**The task**
Note each line in the data holding the string "dead" and report it.

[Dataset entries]
○ ○ ○

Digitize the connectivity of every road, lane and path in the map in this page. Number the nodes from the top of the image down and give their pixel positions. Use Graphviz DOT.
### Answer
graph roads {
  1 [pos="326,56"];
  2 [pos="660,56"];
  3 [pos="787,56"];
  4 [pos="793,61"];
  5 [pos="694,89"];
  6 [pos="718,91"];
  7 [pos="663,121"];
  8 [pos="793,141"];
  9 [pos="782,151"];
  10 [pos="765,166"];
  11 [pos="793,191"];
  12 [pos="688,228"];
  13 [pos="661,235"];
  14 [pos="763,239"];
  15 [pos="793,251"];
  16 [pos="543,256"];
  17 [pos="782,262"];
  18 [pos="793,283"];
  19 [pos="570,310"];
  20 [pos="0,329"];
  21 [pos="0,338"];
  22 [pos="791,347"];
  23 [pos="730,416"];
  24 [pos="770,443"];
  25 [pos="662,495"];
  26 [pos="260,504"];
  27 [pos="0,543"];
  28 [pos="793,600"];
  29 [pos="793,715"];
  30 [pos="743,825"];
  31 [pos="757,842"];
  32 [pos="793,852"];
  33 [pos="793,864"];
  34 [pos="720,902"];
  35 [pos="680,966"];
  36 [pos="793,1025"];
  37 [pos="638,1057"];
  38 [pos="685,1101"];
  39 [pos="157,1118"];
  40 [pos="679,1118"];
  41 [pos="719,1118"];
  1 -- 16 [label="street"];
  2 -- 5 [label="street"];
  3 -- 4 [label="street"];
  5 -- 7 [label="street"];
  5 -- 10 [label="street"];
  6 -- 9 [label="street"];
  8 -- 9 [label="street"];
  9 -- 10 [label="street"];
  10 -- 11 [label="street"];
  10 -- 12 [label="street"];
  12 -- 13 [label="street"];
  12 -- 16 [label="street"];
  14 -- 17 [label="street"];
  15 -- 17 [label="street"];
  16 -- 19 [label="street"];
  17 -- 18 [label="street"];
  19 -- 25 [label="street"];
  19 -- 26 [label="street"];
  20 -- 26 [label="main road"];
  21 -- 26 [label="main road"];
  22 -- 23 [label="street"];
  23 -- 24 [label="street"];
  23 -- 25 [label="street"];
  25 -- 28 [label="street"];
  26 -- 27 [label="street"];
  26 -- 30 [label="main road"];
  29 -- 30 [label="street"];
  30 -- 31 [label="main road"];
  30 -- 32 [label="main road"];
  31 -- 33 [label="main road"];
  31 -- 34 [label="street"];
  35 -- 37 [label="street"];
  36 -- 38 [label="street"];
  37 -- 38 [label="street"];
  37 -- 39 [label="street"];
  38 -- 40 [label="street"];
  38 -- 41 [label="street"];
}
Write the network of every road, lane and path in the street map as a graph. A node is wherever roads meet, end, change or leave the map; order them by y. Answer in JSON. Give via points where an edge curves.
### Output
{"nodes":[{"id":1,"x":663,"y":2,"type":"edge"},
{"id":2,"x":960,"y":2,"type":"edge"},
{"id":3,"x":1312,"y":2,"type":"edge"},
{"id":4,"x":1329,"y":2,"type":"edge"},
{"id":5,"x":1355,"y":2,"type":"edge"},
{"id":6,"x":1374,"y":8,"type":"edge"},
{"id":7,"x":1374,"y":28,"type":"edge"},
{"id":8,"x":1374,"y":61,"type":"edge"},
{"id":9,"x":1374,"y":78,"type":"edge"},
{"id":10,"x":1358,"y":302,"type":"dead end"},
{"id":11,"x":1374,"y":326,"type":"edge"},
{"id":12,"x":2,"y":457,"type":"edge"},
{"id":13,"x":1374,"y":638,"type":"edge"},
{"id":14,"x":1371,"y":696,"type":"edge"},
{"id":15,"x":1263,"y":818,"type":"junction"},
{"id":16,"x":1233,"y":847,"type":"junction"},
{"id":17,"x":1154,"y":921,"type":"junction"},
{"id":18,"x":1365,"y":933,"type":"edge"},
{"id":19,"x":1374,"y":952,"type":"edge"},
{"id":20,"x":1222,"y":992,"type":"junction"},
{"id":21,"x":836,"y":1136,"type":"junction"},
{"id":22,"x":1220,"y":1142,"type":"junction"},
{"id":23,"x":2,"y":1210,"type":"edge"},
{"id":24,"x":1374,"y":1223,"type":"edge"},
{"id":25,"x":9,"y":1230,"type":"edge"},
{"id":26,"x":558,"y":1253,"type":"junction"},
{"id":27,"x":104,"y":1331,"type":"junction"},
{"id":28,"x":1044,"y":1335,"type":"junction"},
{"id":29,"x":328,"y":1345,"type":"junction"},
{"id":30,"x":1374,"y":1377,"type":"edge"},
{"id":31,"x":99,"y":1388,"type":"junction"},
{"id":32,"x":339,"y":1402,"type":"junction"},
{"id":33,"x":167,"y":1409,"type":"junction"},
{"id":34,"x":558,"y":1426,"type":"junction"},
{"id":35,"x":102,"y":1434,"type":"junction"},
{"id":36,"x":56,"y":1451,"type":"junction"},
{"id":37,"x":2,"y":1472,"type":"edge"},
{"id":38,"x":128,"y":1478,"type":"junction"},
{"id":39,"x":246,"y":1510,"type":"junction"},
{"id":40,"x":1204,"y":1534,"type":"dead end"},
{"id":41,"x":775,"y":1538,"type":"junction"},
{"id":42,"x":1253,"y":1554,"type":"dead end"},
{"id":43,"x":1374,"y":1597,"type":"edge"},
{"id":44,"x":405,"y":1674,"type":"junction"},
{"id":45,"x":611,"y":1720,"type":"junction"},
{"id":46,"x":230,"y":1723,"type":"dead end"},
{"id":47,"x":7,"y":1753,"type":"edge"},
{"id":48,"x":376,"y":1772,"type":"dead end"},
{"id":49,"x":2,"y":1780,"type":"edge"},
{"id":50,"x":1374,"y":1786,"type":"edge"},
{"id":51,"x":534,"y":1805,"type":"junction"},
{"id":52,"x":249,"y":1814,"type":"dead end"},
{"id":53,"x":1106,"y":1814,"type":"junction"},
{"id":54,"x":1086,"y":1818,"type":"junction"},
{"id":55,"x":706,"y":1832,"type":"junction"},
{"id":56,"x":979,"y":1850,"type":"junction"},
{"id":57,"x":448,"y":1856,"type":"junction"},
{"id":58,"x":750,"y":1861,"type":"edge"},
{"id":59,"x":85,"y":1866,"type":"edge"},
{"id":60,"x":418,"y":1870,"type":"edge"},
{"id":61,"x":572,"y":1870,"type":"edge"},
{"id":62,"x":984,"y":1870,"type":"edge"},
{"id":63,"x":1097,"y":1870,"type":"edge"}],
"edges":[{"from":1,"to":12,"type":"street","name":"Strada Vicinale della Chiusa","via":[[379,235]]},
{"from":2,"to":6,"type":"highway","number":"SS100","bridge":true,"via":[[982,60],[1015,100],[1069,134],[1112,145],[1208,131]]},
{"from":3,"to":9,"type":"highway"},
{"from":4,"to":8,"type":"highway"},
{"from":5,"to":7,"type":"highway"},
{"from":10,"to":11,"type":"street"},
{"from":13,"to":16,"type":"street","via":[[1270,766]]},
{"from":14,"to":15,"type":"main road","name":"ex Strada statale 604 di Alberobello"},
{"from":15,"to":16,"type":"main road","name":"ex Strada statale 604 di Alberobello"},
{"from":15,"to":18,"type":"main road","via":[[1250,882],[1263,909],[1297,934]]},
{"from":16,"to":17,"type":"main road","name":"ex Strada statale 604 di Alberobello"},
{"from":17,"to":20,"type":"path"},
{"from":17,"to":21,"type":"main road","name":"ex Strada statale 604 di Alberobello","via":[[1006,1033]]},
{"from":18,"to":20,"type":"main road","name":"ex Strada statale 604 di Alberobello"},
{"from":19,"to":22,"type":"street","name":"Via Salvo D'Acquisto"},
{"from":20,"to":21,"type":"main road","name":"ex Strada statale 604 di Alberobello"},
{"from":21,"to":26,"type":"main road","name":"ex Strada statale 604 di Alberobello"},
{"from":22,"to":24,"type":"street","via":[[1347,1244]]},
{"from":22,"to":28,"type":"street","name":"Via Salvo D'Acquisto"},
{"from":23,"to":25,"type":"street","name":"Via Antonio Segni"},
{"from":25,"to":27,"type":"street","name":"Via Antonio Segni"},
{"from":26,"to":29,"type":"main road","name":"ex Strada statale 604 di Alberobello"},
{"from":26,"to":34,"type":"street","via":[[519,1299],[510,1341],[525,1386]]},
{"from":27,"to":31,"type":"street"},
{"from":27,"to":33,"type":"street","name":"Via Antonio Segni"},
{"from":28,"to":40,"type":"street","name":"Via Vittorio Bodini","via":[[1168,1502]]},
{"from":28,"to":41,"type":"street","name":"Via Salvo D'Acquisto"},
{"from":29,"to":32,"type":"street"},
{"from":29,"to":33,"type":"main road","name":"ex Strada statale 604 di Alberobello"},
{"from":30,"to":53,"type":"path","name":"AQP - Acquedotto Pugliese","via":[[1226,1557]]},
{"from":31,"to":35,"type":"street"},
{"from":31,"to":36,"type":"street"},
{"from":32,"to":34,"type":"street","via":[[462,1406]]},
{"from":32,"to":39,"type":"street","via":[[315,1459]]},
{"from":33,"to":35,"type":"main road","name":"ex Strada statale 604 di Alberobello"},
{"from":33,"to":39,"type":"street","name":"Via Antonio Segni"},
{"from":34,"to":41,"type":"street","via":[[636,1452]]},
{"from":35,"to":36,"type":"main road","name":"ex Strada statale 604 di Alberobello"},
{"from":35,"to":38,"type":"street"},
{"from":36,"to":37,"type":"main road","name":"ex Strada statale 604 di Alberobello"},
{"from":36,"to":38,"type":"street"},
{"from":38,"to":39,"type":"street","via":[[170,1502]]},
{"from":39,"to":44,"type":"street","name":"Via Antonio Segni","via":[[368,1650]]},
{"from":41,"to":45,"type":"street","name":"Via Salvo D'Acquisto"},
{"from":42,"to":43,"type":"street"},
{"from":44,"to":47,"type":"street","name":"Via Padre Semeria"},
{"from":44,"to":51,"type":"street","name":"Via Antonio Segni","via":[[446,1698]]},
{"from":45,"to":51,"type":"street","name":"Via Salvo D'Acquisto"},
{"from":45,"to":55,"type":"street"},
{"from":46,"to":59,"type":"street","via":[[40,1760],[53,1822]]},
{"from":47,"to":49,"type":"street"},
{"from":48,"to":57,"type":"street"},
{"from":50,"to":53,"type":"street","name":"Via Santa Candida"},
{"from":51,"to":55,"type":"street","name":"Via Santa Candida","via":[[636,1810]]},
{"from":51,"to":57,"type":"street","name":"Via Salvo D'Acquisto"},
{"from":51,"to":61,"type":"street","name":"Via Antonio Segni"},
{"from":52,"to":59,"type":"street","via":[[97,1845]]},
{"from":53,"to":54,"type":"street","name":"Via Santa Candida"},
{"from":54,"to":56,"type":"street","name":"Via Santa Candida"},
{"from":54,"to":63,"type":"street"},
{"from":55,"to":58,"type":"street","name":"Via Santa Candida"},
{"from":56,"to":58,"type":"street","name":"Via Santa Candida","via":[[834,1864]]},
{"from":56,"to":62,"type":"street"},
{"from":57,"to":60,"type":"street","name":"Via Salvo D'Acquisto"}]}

○ ○ ○

**Exercise answer**
{"id":10,"x":1358,"y":302,"type":"dead end"},
{"id":40,"x":1204,"y":1534,"type":"dead end"},
{"id":42,"x":1253,"y":1554,"type":"dead end"},
{"id":46,"x":230,"y":1723,"type":"dead end"},
{"id":48,"x":376,"y":1772,"type":"dead end"},
{"id":52,"x":249,"y":1814,"type":"dead end"},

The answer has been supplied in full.